Explanation of Responses:

* If the form is filed by more than one reporting person, see Instruction 4(b)(v).
** Intentional misstatements or omissions of facts constitute Federal Criminal Violations. See 18 U.S.C. 1001 and 15 U.S.C. 78ff(a).
(1) The Series A Convertible Preferred Stock, par value $0.01 per share, of the Issuer (the "Series A") was convertible from time to time, at the option of the holder thereof, into a number of shares of common stock, par value $0.01 per share, of the Issuer (the "Common Stock"), equal to the initial stated value per Series A share of $100,000 divided by a conversion price, as adjusted to reflect the Issuer's recent one-for-ten (1:10) reverse stock split (the "Reverse Stock Split"), of $8.00 per share (the "Series A Conversion Price") and then multiplied by the number of shares of Series A to be converted. The Series A had no expiration date.

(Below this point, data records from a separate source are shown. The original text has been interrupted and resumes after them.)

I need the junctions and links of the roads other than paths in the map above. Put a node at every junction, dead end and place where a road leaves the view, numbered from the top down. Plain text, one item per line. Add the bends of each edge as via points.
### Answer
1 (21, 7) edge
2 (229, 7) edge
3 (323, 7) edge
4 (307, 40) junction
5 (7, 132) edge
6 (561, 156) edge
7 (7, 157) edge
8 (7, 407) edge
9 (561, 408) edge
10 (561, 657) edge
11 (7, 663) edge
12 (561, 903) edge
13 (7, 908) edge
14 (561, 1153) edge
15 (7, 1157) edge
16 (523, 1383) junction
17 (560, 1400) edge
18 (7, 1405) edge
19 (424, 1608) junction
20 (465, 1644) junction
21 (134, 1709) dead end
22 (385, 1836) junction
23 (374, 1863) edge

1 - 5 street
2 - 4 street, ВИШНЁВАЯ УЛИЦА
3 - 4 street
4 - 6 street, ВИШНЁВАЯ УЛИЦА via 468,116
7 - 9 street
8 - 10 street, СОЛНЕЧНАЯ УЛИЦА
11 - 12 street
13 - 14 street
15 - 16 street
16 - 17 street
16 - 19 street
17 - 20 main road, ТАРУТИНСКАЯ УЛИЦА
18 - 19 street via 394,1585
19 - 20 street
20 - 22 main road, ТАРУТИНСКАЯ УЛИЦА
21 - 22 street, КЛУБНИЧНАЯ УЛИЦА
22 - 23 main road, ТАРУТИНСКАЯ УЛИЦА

(2) (Continued from footnote 1) The Series A Conversion Price was subject to a downward adjustment if a 2020 revenue target of $34,000,000 related to the Issuer's historical business was not satisfied, subject to a Series A Conversion Price floor of $5.90 (as adjusted to reflect the Reverse Stock Split). The downward adjustment in Series A Conversion Price was $0.30 per $1,000,000 of revenue shortfall but limited to no more than $2.10.
(3) On January 15, 2020, the Issuer exchanged all 270 existing shares of Series A held by Ampersand 2018 Limited Partnership (the "Investor") for 27,000 newly created shares of Series B Convertible Preferred Stock, par value $0.01 per share, of the Issuer (the "Series B") and issued an additional 1,000 shares of Series B to the Investor for an aggregate gross purchase price of $1,000,000.

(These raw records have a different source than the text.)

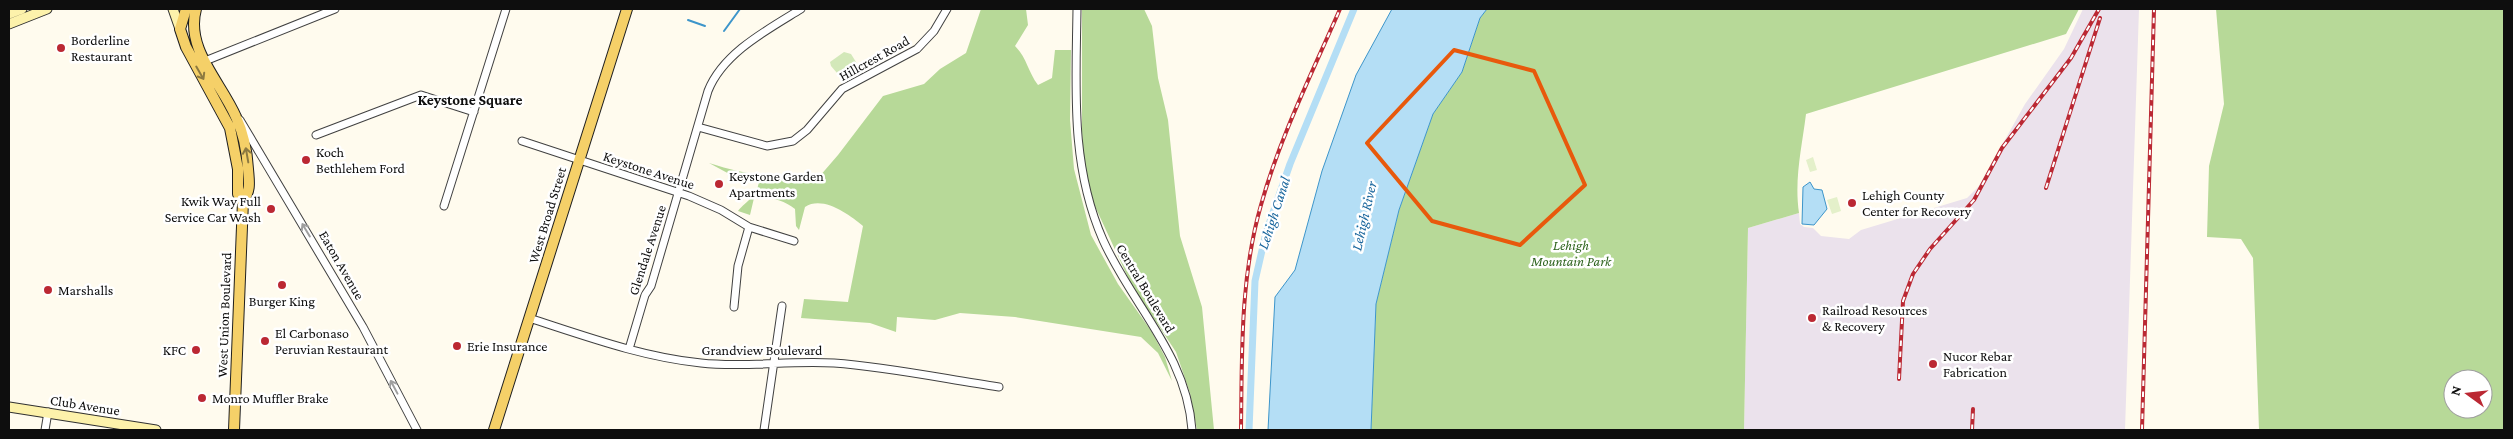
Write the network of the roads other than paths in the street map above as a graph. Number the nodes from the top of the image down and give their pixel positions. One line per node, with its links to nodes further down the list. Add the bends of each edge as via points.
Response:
1 (22, 9): 12 (street)
2 (47, 9): 13 (street)
3 (174, 9): 14 (street)
4 (196, 9): 15 (main road, West Union Boulevard)
5 (335, 9): 16 (street)
6 (506, 9): 17 (street)
7 (627, 9): 22 (main road, West Broad Street)
8 (801, 9): 19 (street, Glendale Avenue, via 725,62 708,92)
9 (947, 9): 19 (street, Hillcrest Road, via 934,31 917,49 842,89 794,141 767,146)
10 (1077, 9): 42 (street, Central Boulevard, via 1078,152 1088,200 1112,260 1170,351 1182,382)
11 (185, 10): 14 (main road); 15 (street)
12 (9, 14)
13 (9, 24)
14 (180, 29): 24 (main road, West Union Boulevard, one-way to 24, via 186,47 230,128 238,169 238,194)
15 (193, 32): 16 (main road, West Union Boulevard)
16 (205, 61): 18 (main road, West Union Boulevard)
17 (474, 112): 20 (street, via 421,95); 25 (street)
18 (237, 117): 24 (main road, West Union Boulevard, one-way to 18, via 250,192 248,160); 39 (street, Eaton Avenue, one-way to 18, via 363,327)
19 (698, 127): 23 (street, Glendale Avenue)
20 (316, 135)
21 (522, 141): 22 (street, Keystone Avenue)
22 (578, 161): 23 (street, Keystone Avenue); 30 (main road, West Broad Street)
23 (679, 192): 26 (street, Keystone Avenue, via 705,202); 31 (street, Glendale Avenue)
24 (243, 201): 38 (main road, West Union Boulevard)
25 (444, 206)
26 (749, 227): 27 (street, Keystone Avenue); 29 (street, via 738,266)
27 (794, 241)
28 (782, 306): 32 (street)
29 (734, 307)
30 (529, 318): 31 (street, Grandview Boulevard); 40 (main road, West Broad Street)
31 (629, 349): 32 (street, Grandview Boulevard, via 701,363 737,366)
32 (774, 363): 33 (street, Grandview Boulevard, via 835,364); 41 (street)
33 (999, 386)
34 (9, 407): 35 (street, Club Avenue)
35 (48, 412): 36 (street); 37 (street, Club Avenue)
36 (45, 430)
37 (156, 430)
38 (234, 430)
39 (417, 430)
40 (494, 430)
41 (764, 430)
42 (1192, 430)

(4) These securities are held of record by the Investor. AMP-18 Management Company Limited Partnership ("AMCLP") is the general partner of the Investor, and AMP-18 MC LLC ("AMCLLC") is the general partner of AMCLP. By virtue of such relationships, AMCLP and AMCLLC may be deemed to have voting and investment power with respect to the securities held by the Investor noted above and as a result may be deemed to have beneficial ownership over such securities.
(5) Each of the Investor, AMCLP and AMCLLC disclaims beneficial ownership of the securities reported herein for purposes of Rule 16a-1(a) under the Securities Exchange Act of 1934, as amended (the "Exchange Act"), except to the extent of its or his pecuniary interest therein, if any. This report shall not be deemed an admission that any such entity or person is a beneficial owner of such securities for the purpose of Section 16 of the Exchange Act, or for any other purpose.
(6) The Series B is convertible from time to time, at the option of the holder thereof, into a number of shares of Common Stock equal to the initial stated value per Series B share of $1,000 divided by an initial conversion price of $6.00 per share and then multiplied by the number of shares of Series B to be converted. The Series B has no expiration date.